▶ [What you have to do] While copying the entries exactly, leave out each picture they contain.

▶ [Raw data]
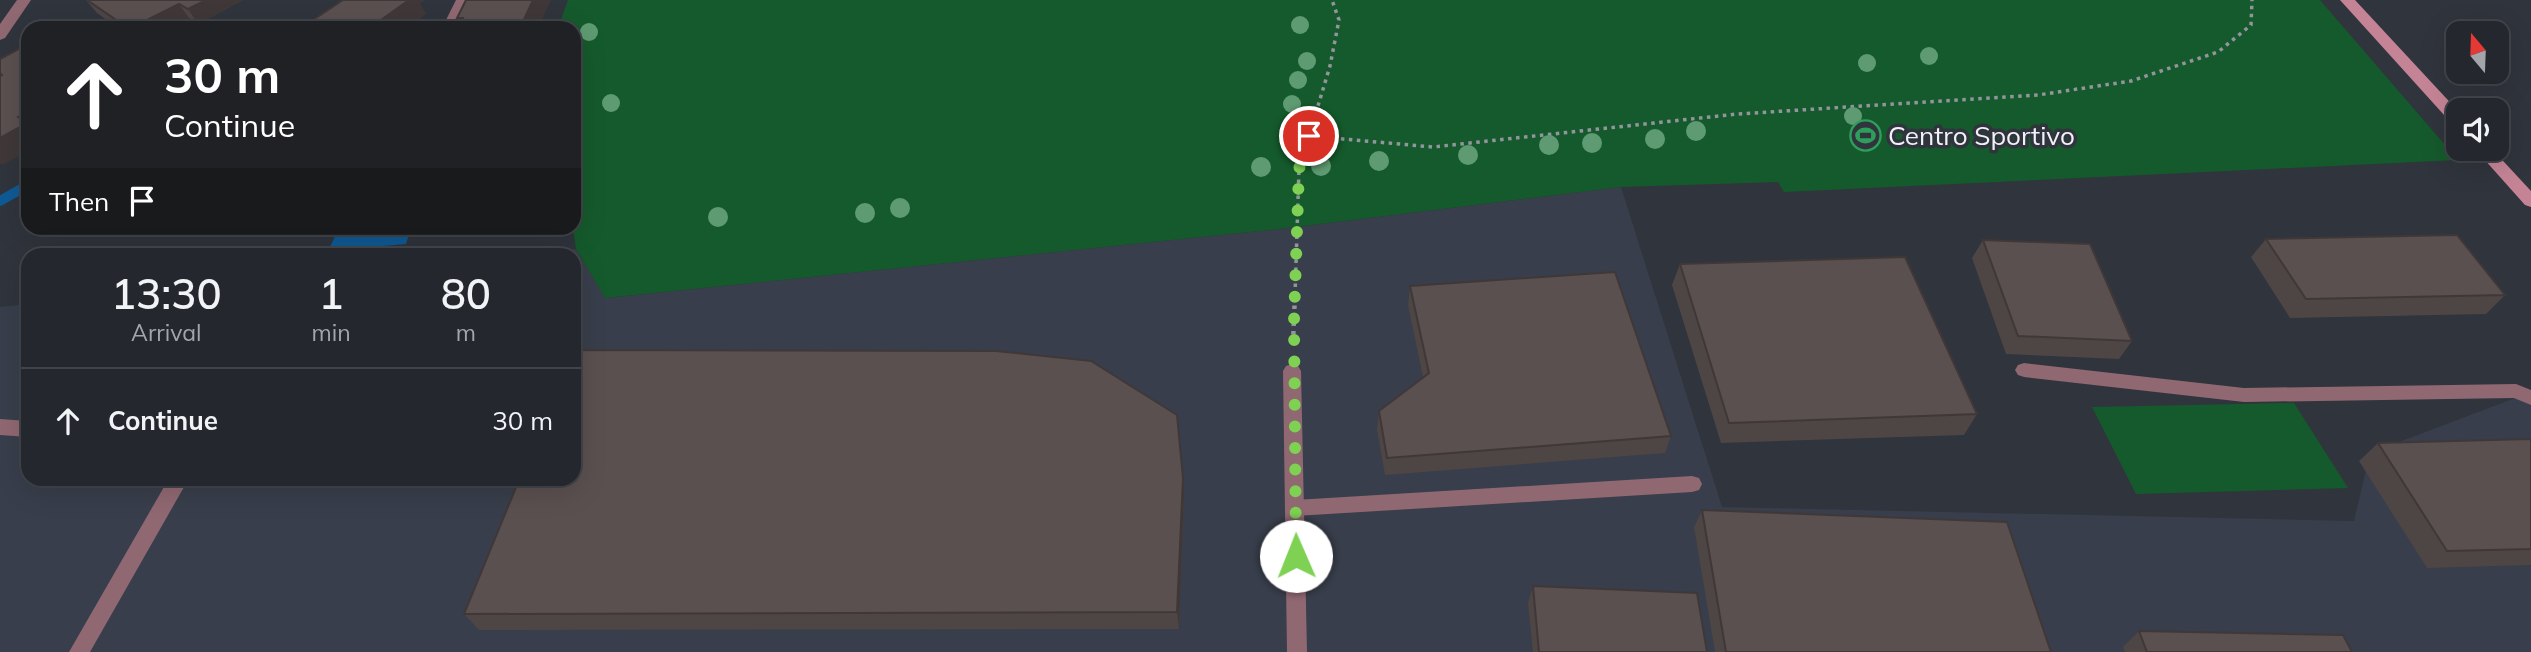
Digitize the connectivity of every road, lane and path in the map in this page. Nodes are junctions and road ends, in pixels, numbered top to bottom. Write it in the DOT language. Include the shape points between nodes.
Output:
graph roads {
  1 [pos="24,0"];
  2 [pos="463,0"];
  3 [pos="1332,0"];
  4 [pos="2252,0"];
  5 [pos="2347,0"];
  6 [pos="452,21"];
  7 [pos="0,35"];
  8 [pos="2446,108"];
  9 [pos="1309,136"];
  10 [pos="2494,161"];
  11 [pos="2531,201"];
  12 [pos="2024,370"];
  13 [pos="1292,371"];
  14 [pos="2531,398"];
  15 [pos="0,427"];
  16 [pos="21,428"];
  17 [pos="1692,484"];
  18 [pos="175,486"];
  19 [pos="1295,508"];
  20 [pos="79,652"];
  21 [pos="1297,652"];
  1 -- 7 [label="street"];
  2 -- 6 [label="street"];
  3 -- 9 [label="path" via="1339,20"];
  4 -- 9 [label="path" via="2251,26 2218,52 2130,81 2038,94 1737,114 1433,147"];
  5 -- 8 [label="street"];
  9 -- 13 [label="path" via="1299,169"];
  10 -- 11 [label="street"];
  12 -- 14 [label="street" via="2244,395 2516,391"];
  13 -- 19 [label="street"];
  15 -- 16 [label="street"];
  17 -- 19 [label="street"];
  18 -- 20 [label="street"];
  19 -- 21 [label="street"];
}
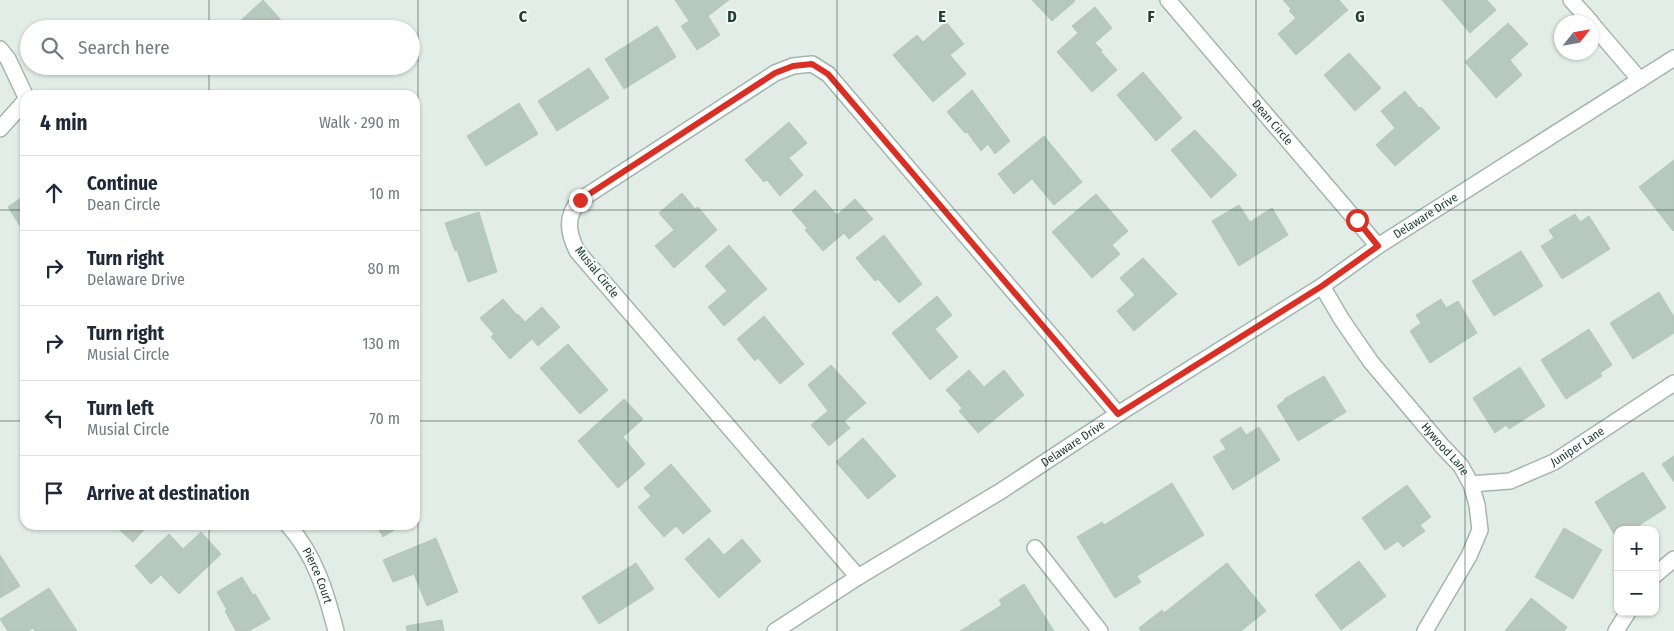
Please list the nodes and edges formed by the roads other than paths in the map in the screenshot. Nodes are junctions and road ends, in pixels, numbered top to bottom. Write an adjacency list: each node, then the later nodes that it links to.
1 (1168, 0): 11 (street, Dean Circle)
2 (1571, 0): 3 (street)
3 (1584, 15)
4 (1599, 32): 7 (street)
5 (0, 50): 8 (street)
6 (1674, 58): 7 (street, Delaware Drive)
7 (1640, 80): 11 (street, Delaware Drive)
8 (23, 90)
9 (20, 107): 10 (street)
10 (0, 129)
11 (1378, 246): 12 (street, Delaware Drive)
12 (1322, 286): 14 (street, Delaware Drive); 15 (street, Hywood Lane)
13 (1674, 383): 15 (street, Juniper Lane)
14 (1118, 414): 20 (street, Delaware Drive); 20 (street, Musial Circle)
15 (1471, 484): 25 (street, Hywood Lane)
16 (292, 530): 22 (street, Pierce Court)
17 (1035, 548): 24 (street)
18 (1674, 559): 19 (street)
19 (1659, 572)
20 (858, 577): 23 (street, Delaware Drive)
21 (1625, 616): 26 (street)
22 (336, 631)
23 (775, 631)
24 (1100, 631)
25 (1425, 631)
26 (1616, 631)

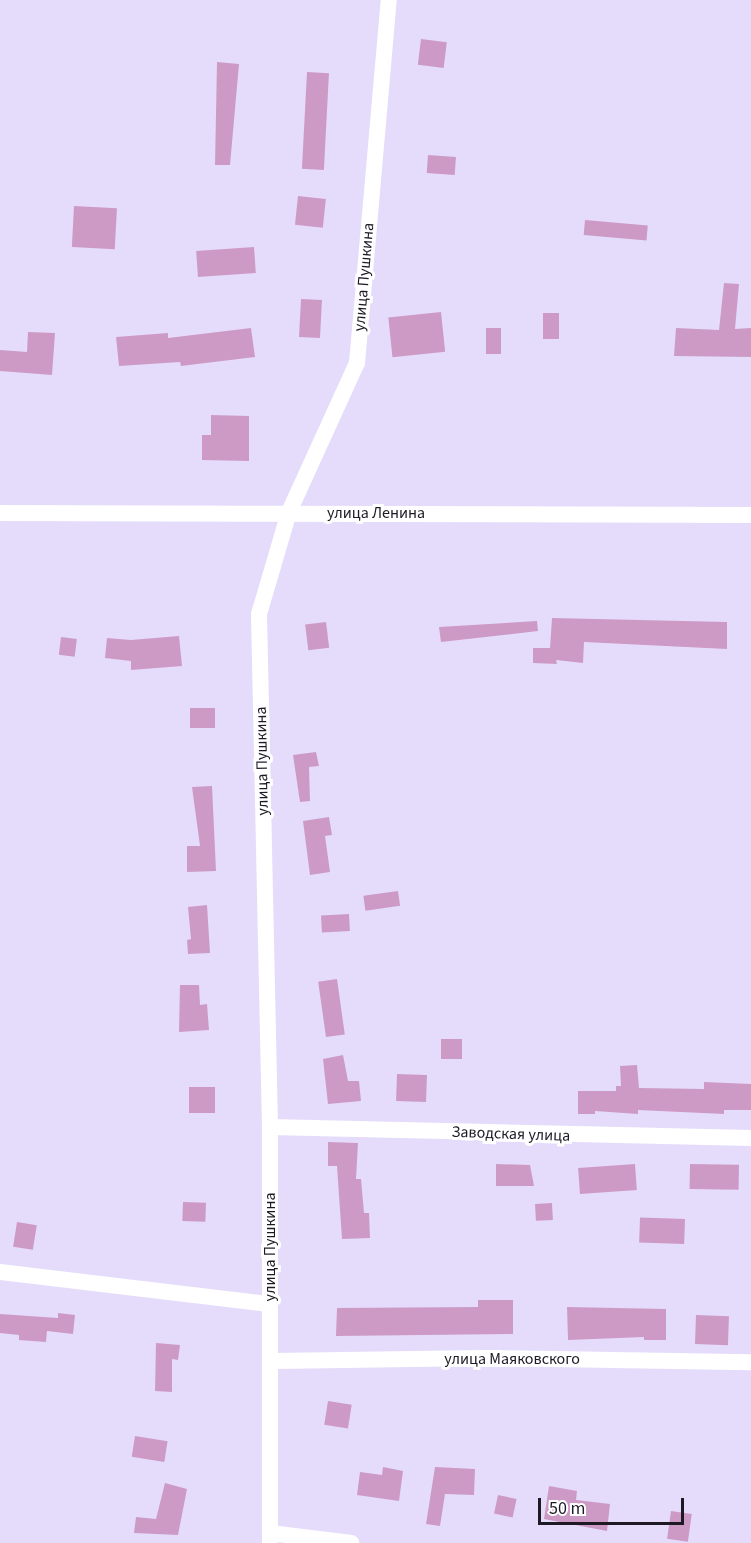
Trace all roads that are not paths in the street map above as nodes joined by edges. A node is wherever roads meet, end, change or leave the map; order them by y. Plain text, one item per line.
1 (389, 0) edge
2 (289, 512) junction
3 (0, 513) edge
4 (751, 515) edge
5 (270, 1127) junction
6 (751, 1138) edge
7 (0, 1272) edge
8 (270, 1304) junction
9 (272, 1361) junction
10 (751, 1362) edge
11 (270, 1538) edge
12 (351, 1543) edge

1 - 2 street, улица Пушкина
2 - 3 street, улица Ленина
2 - 4 street, улица Ленина
2 - 5 street, улица Пушкина
5 - 6 street, Заводская улица
5 - 8 street, улица Пушкина
7 - 8 street
8 - 9 street, улица Пушкина
9 - 10 street, улица Маяковского
9 - 11 street, улица Пушкина
11 - 12 street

▶ [Exercise response]
Digitize the connectivity of every road, lane and path in the map in this page. Nodes are junctions and road ends, in pixels, numbered top to bottom. Write it in the DOT language. Include the shape points between nodes.
Output:
graph roads {
  1 [pos="24,0"];
  2 [pos="463,0"];
  3 [pos="1332,0"];
  4 [pos="2252,0"];
  5 [pos="2347,0"];
  6 [pos="452,21"];
  7 [pos="0,35"];
  8 [pos="2446,108"];
  9 [pos="1309,136"];
  10 [pos="2494,161"];
  11 [pos="2531,201"];
  12 [pos="2024,370"];
  13 [pos="1292,371"];
  14 [pos="2531,398"];
  15 [pos="0,427"];
  16 [pos="21,428"];
  17 [pos="1692,484"];
  18 [pos="175,486"];
  19 [pos="1295,508"];
  20 [pos="79,652"];
  21 [pos="1297,652"];
  1 -- 7 [label="street"];
  2 -- 6 [label="street"];
  3 -- 9 [label="path" via="1339,20"];
  4 -- 9 [label="path" via="2251,26 2218,52 2130,81 2038,94 1737,114 1433,147"];
  5 -- 8 [label="street"];
  9 -- 13 [label="path" via="1299,169"];
  10 -- 11 [label="street"];
  12 -- 14 [label="street" via="2244,395 2516,391"];
  13 -- 19 [label="street"];
  15 -- 16 [label="street"];
  17 -- 19 [label="street"];
  18 -- 20 [label="street"];
  19 -- 21 [label="street"];
}
Please list the nodes and edges formed by the roads other than paths in the map in the screenshot. Nodes are junctions and road ends, in pixels, numbered top to bottom. Write an adjacency list: each node, then the later nodes that it links to.
1 (1168, 0): 11 (street, Dean Circle)
2 (1571, 0): 3 (street)
3 (1584, 15)
4 (1599, 32): 7 (street)
5 (0, 50): 8 (street)
6 (1674, 58): 7 (street, Delaware Drive)
7 (1640, 80): 11 (street, Delaware Drive)
8 (23, 90)
9 (20, 107): 10 (street)
10 (0, 129)
11 (1378, 246): 12 (street, Delaware Drive)
12 (1322, 286): 14 (street, Delaware Drive); 15 (street, Hywood Lane)
13 (1674, 383): 15 (street, Juniper Lane)
14 (1118, 414): 20 (street, Delaware Drive); 20 (street, Musial Circle)
15 (1471, 484): 25 (street, Hywood Lane)
16 (292, 530): 22 (street, Pierce Court)
17 (1035, 548): 24 (street)
18 (1674, 559): 19 (street)
19 (1659, 572)
20 (858, 577): 23 (street, Delaware Drive)
21 (1625, 616): 26 (street)
22 (336, 631)
23 (775, 631)
24 (1100, 631)
25 (1425, 631)
26 (1616, 631)

Trace all roads that are not paths in the street map above as nodes joined by edges. A node is wherever roads meet, end, change or leave the map; order them by y. Plain text, one item per line.
1 (389, 0) edge
2 (289, 512) junction
3 (0, 513) edge
4 (751, 515) edge
5 (270, 1127) junction
6 (751, 1138) edge
7 (0, 1272) edge
8 (270, 1304) junction
9 (272, 1361) junction
10 (751, 1362) edge
11 (270, 1538) edge
12 (351, 1543) edge

1 - 2 street, улица Пушкина
2 - 3 street, улица Ленина
2 - 4 street, улица Ленина
2 - 5 street, улица Пушкина
5 - 6 street, Заводская улица
5 - 8 street, улица Пушкина
7 - 8 street
8 - 9 street, улица Пушкина
9 - 10 street, улица Маяковского
9 - 11 street, улица Пушкина
11 - 12 street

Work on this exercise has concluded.